Justice Malala: Country faces crucial period

If you have, at some point or other, attended state functions then you will be familiar with the practice. The master of ceremonies will announce that “the dignitaries” are about to enter and so “please stand up for the president [or] premier, etc”.

The gathering would then stand up, clap for the man of the hour and he – with his entourage – would swoop in and plonk themselves at their table.

I have seen this happen many times at numerous functions. The applause is perfunctory.

I once asked an event organiser why it was necessary to stand up for the Transport MEC of the Free State, where the roads are absolutely shocking, and was told it is protocol.

Whenever this piece of protocol is carried out I wonder where exactly it comes from.

Without doubt in Swaziland the masses stand up when their priapic, kleptocratic king swans in. That is a “royalty” thing, handed down from centuries past.

But in democratic systems? What is that about?

Then there are other times when the standing and the clapping is not perfunctory or jaded or a duty.

I have been in rooms where Thuli Madonsela, the outgoing public protector, has walked in.

The room erupts with applause. People stand up to be in the light of this great woman. Young people beg for pictures. She is mobbed like a movie star.

Last week, I was at the Open Book Festival where a packed Fugard Theatre started clapping because Finance Minister Pravin Gordhan had walked in. They stood, they whistled, they stomped their feet.

It is exactly the sort of thing that happens all the time when Madonsela walks into or out of a room.

The MC does not have to instruct the room to stand up for the dignitary. It happens without prompting. It takes over like a huge wave of admiration.

It happens because you cannot fool all the people all the time. Whoever we might be, we know the difference between right and wrong. We know the difference between integrity and the lack thereof.

Crucially, though, we all know what leads to progress and development of our nation. We know that at the apex of development of South Africa and its rise to being a great country has to be leadership based on values, selflessness and integrity.
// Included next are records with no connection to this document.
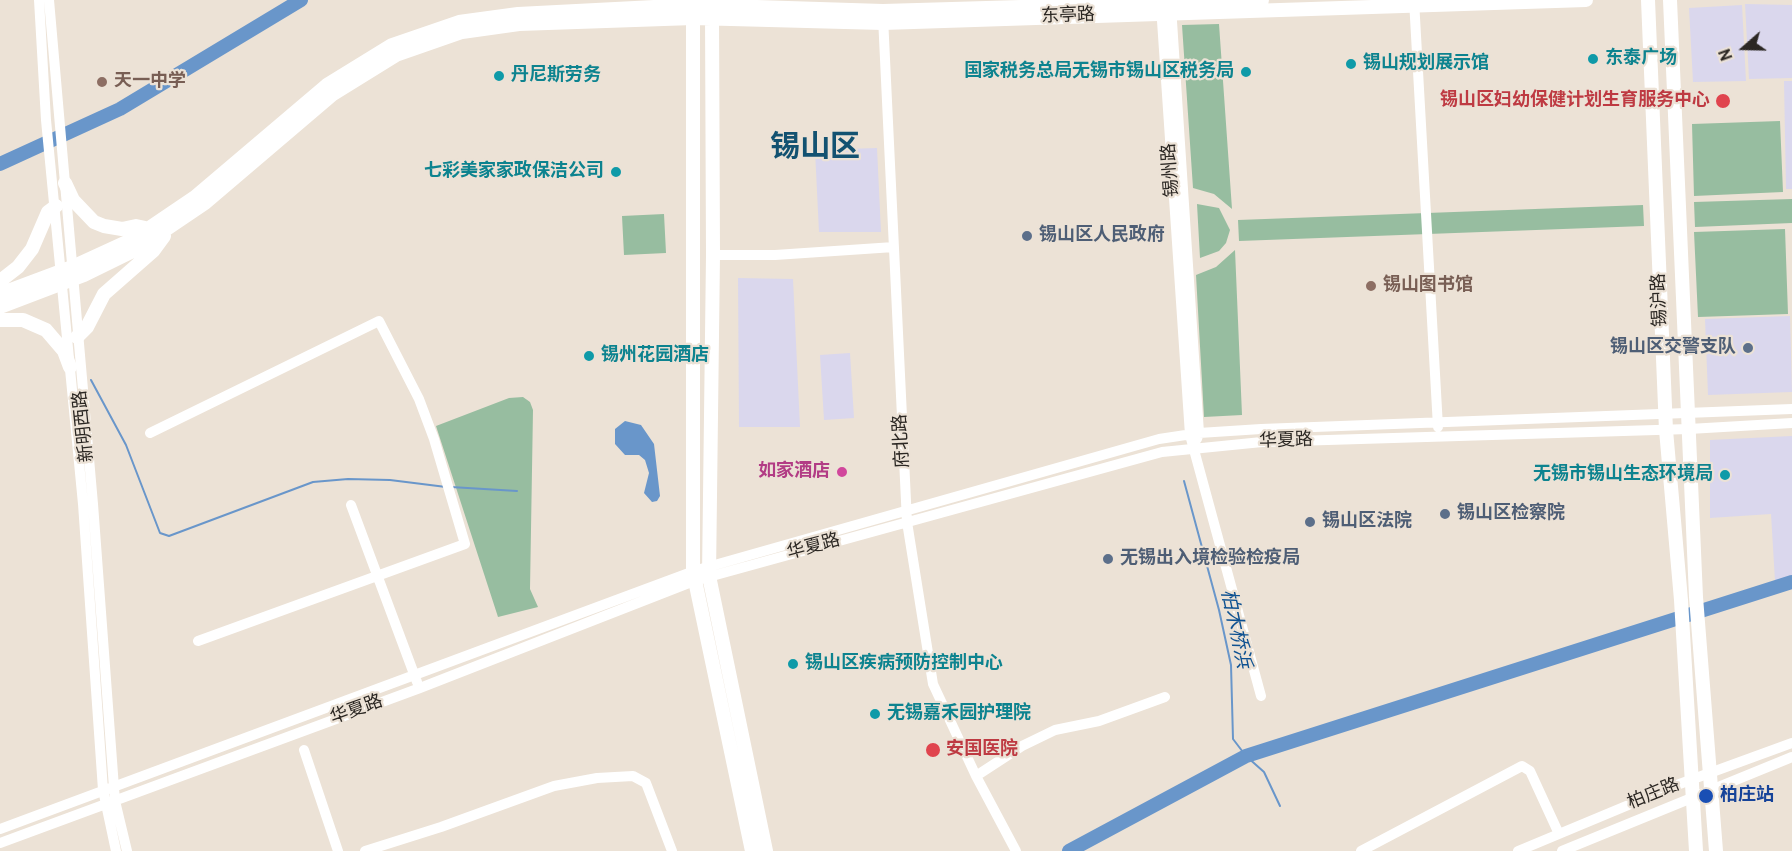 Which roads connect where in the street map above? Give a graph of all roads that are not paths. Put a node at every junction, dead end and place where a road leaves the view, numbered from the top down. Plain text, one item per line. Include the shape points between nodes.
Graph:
1 (39, 0) edge
2 (49, 0) edge
3 (1262, 0) edge
4 (1586, 0) edge
5 (1648, 0) edge
6 (1670, 0) edge
7 (1414, 3) edge
8 (1166, 6) edge
9 (693, 8) edge
10 (712, 9) edge
11 (883, 17) junction
12 (65, 183) junction
13 (56, 206) junction
14 (150, 229) junction
15 (169, 229) junction
16 (894, 247) junction
17 (713, 255) junction
18 (68, 275) junction
19 (0, 281) edge
20 (0, 294) edge
21 (0, 307) edge
22 (0, 320) edge
23 (77, 337) junction
24 (70, 367) junction
25 (1792, 409) edge
26 (1666, 415) junction
27 (1689, 415) junction
28 (1437, 423) junction
29 (1792, 423) edge
30 (1689, 429) junction
31 (1666, 430) junction
32 (150, 433) dead end
33 (1194, 434) junction
34 (1438, 437) junction
35 (1194, 448) junction
36 (351, 505) dead end
37 (906, 509) junction
38 (908, 522) junction
39 (709, 571) junction
40 (378, 576) junction
41 (694, 576) junction
42 (198, 641) dead end
43 (415, 676) junction
44 (420, 688) junction
45 (1261, 696) dead end
46 (1165, 697) dead end
47 (1792, 742) edge
48 (304, 750) dead end
49 (1792, 757) edge
50 (1710, 774) junction
51 (976, 776) junction
52 (1690, 781) junction
53 (115, 785) junction
54 (103, 790) junction
55 (1711, 790) junction
56 (1691, 798) junction
57 (110, 803) junction
58 (0, 829) edge
59 (1559, 834) junction
60 (0, 843) edge
61 (116, 851) edge
62 (127, 851) edge
63 (338, 851) edge
64 (365, 851) edge
65 (672, 851) edge
66 (752, 851) edge
67 (766, 851) edge
68 (1016, 851) edge
69 (1361, 851) edge
70 (1518, 851) edge
71 (1562, 851) edge
72 (1696, 851) edge
73 (1716, 851) edge

1 - 13 street, 新明西路
2 - 12 street, 新明西路
3 - 8 main road, 东亭路
4 - 7 main road, 东亭路
5 - 26 main road, 锡沪路
6 - 27 main road
7 - 8 main road, 东亭路
7 - 28 street
8 - 11 main road, 东亭路
8 - 33 street, 锡州路
9 - 10 main road, 东亭路
9 - 14 main road via 518,14 459,22 392,45 327,85 195,197
9 - 15 main road via 462,32 396,55 333,94
9 - 41 main road
10 - 11 main road, 东亭路
10 - 17 main road
11 - 16 street, 府北路
12 - 14 main road via 78,206 94,222 122,229
12 - 18 street, 新明西路
13 - 18 street, 新明西路
13 - 19 main road via 48,212 32,249
14 - 18 main road
15 - 18 main road via 137,249
15 - 23 main road via 153,251 104,294 87,327
16 - 17 street
16 - 37 street, 府北路
17 - 39 main road
18 - 20 main road
18 - 21 main road
18 - 23 street, 新明西路
18 - 24 street, 新明西路
22 - 24 main road via 22,320 46,330 64,351
23 - 53 street, 新明西路
24 - 54 street, 新明西路
25 - 27 street, 华夏路
26 - 27 street, 华夏路
26 - 28 street, 华夏路
26 - 31 main road, 锡沪路
27 - 30 main road
28 - 33 street, 华夏路
28 - 34 street
29 - 30 street, 华夏路
30 - 31 street, 华夏路
30 - 50 main road via 1696,597
31 - 34 street, 华夏路
31 - 52 main road, 锡沪路 via 1681,600
32 - 40 street via 379,321 435,439 465,544
33 - 35 street, 锡州路
33 - 37 street, 华夏路 via 1159,440
34 - 35 street, 华夏路
35 - 38 street, 华夏路 via 1162,452
35 - 45 street, 锡州路
36 - 40 street
37 - 38 street, 府北路
37 - 39 street, 华夏路
38 - 39 street, 华夏路
38 - 51 street, 府北路 via 933,684
39 - 41 street, 华夏路
39 - 67 main road
40 - 42 street
40 - 43 street
41 - 43 street, 华夏路
41 - 44 street, 华夏路
41 - 66 main road
43 - 44 street
43 - 53 street, 华夏路
44 - 57 street, 华夏路
46 - 51 street via 1099,721 1055,730
47 - 50 street, 柏庄路
48 - 63 street
49 - 55 street, 柏庄路
50 - 52 street, 柏庄路
50 - 55 main road
51 - 68 street, 府北路
52 - 56 main road
52 - 59 street, 柏庄路
53 - 54 street, 华夏路
53 - 57 street, 新明西路
54 - 57 street, 新明西路
54 - 58 street, 华夏路
55 - 56 street, 柏庄路
55 - 73 main road
56 - 71 street, 柏庄路
56 - 72 main road
57 - 60 street, 华夏路
57 - 61 street, 新明西路
57 - 62 street, 新明西路
59 - 69 street via 1530,771 1522,766
59 - 70 street, 柏庄路
64 - 65 street via 554,786 633,776 646,783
The country yearns for such leadership. That is why, when it sees it, it claps and stomps its feet and gives five- or 10-minute standing ovations.

However, you will not see standing ovations of this nature for the president of our republic. When he enters a room the MC has to instruct people to stand up.
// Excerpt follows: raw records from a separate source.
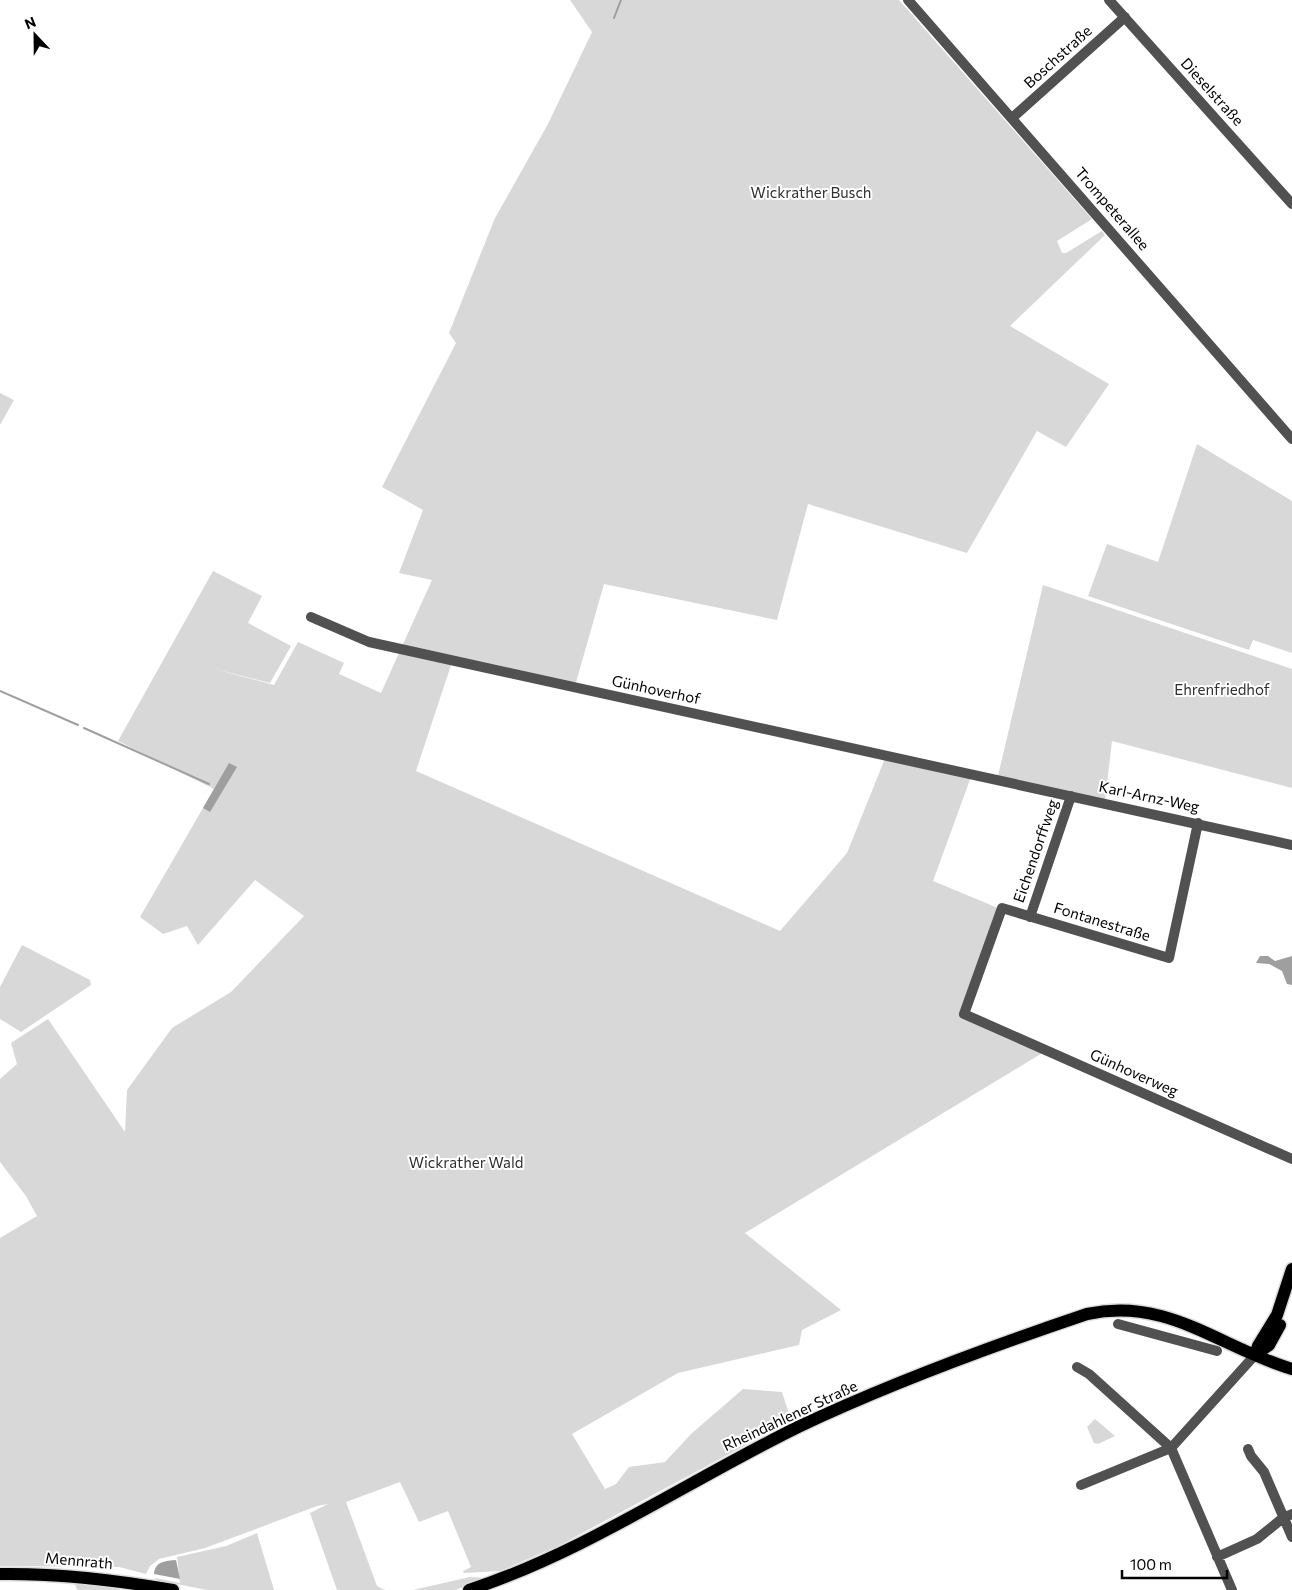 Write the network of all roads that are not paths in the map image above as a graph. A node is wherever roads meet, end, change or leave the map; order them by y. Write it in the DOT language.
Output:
graph roads {
  1 [pos="908,0"];
  2 [pos="1109,0"];
  3 [pos="1124,17"];
  4 [pos="1012,118"];
  5 [pos="1292,204"];
  6 [pos="1292,439"];
  7 [pos="311,617"];
  8 [pos="999,781"];
  9 [pos="1071,796"];
  10 [pos="1198,823"];
  11 [pos="1292,845"];
  12 [pos="1030,916"];
  13 [pos="964,1014"];
  14 [pos="1292,1159"];
  15 [pos="1292,1269"];
  16 [pos="1292,1290"];
  17 [pos="1138,1310"];
  18 [pos="1118,1324"];
  19 [pos="1134,1328"];
  20 [pos="1217,1351"];
  21 [pos="1255,1356"];
  22 [pos="1077,1367"];
  23 [pos="1292,1369"];
  24 [pos="1171,1448"];
  25 [pos="1248,1449"];
  26 [pos="1081,1485"];
  27 [pos="1287,1516"];
  28 [pos="1292,1537"];
  29 [pos="1217,1557"];
  30 [pos="0,1574"];
  31 [pos="151,1588"];
  32 [pos="173,1590"];
  33 [pos="469,1590"];
  34 [pos="1232,1590"];
  1 -- 4 [label="street, Trompeterallee"];
  2 -- 3 [label="street, Dieselstraße"];
  3 -- 4 [label="street, Boschstraße"];
  3 -- 5 [label="street, Dieselstraße"];
  4 -- 6 [label="street, Trompeterallee"];
  7 -- 8 [label="street, Günhoverhof"];
  8 -- 9 [label="street, Karl-Arnz-Weg"];
  9 -- 10 [label="street, Karl-Arnz-Weg"];
  9 -- 12 [label="street, Eichendorffweg"];
  10 -- 11 [label="street, Karl-Arnz-Weg"];
  10 -- 12 [label="street, Fontanestraße"];
  12 -- 13 [label="street, Fontanestraße"];
  13 -- 14 [label="street, Günhoverweg"];
  15 -- 21 [label="main road"];
  16 -- 21 [label="main road"];
  17 -- 19 [label="street"];
  17 -- 21 [label="main road, Rheindahlener Straße"];
  17 -- 33 [label="main road, Rheindahlener Straße"];
  18 -- 19 [label="street"];
  19 -- 20 [label="street"];
  21 -- 23 [label="main road, Rheindahlener Straße"];
  21 -- 24 [label="street"];
  22 -- 24 [label="street"];
  24 -- 26 [label="street"];
  24 -- 29 [label="street"];
  25 -- 27 [label="street"];
  27 -- 28 [label="street"];
  27 -- 29 [label="street"];
  29 -- 34 [label="street"];
  30 -- 31 [label="main road, Mennrath"];
  31 -- 32 [label="main road"];
}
The last time he entered a public function – the release of the election results in Tshwane on August 6 – the EFF walked out in disgust and four young women staged a protest in front of him to underline rape culture.

There was no standing ovation for him, no admiration.

He was an embarrassment at the conclusion of a great election. He is now a burden we carry through to the 2019 elections.

It is because the president has displayed none of the integrity and leadership that society demands of those it puts in positions of power.

Public Works Minister Thulas Nxesi – a man who behaved outrageously throughout the Nkandla matter – said something profound this past weekend.

His words should be a warning to the ANC if it does not find its way back to its values-based leadership. He said: “We are at the crossroads. We will either fundamentally restructure the organisation, elect new leaders, emerge with new policies, abandon e-tolls, end slates and factions, and deal with corruption and tenders; or we will risk losing our leadership role in the 2019 general election.

“History will judge us as a group that displayed an atrophy of vision and despoiled the gains of liberation due to crass materialism and self-aggrandisement.”

These are not empty words. One day one of us will turn to them and say to an ANC that will be sitting in the opposition benches: “This is the result of ignoring your own people.”

The next few years will be crucial for our institutions in South Africa. The new public protector – will she be a woman of integrity, or will she follow the steps of the likes of Berning Ntlemeza at the Hawks? Will she be a lackey of the Presidency as some ministers did or will she follow the path carved out by Madonsela?

Various other institutions are on a similar knife-edge. The Treasury is under assault from groups associated with the Gupta family. Will it continue to withstand the pressure it is under? Will society protect it?

It will be up to us to stand up, protect and applaud those who protect our constitution while we resist and condemn those who aim to plunder and loot.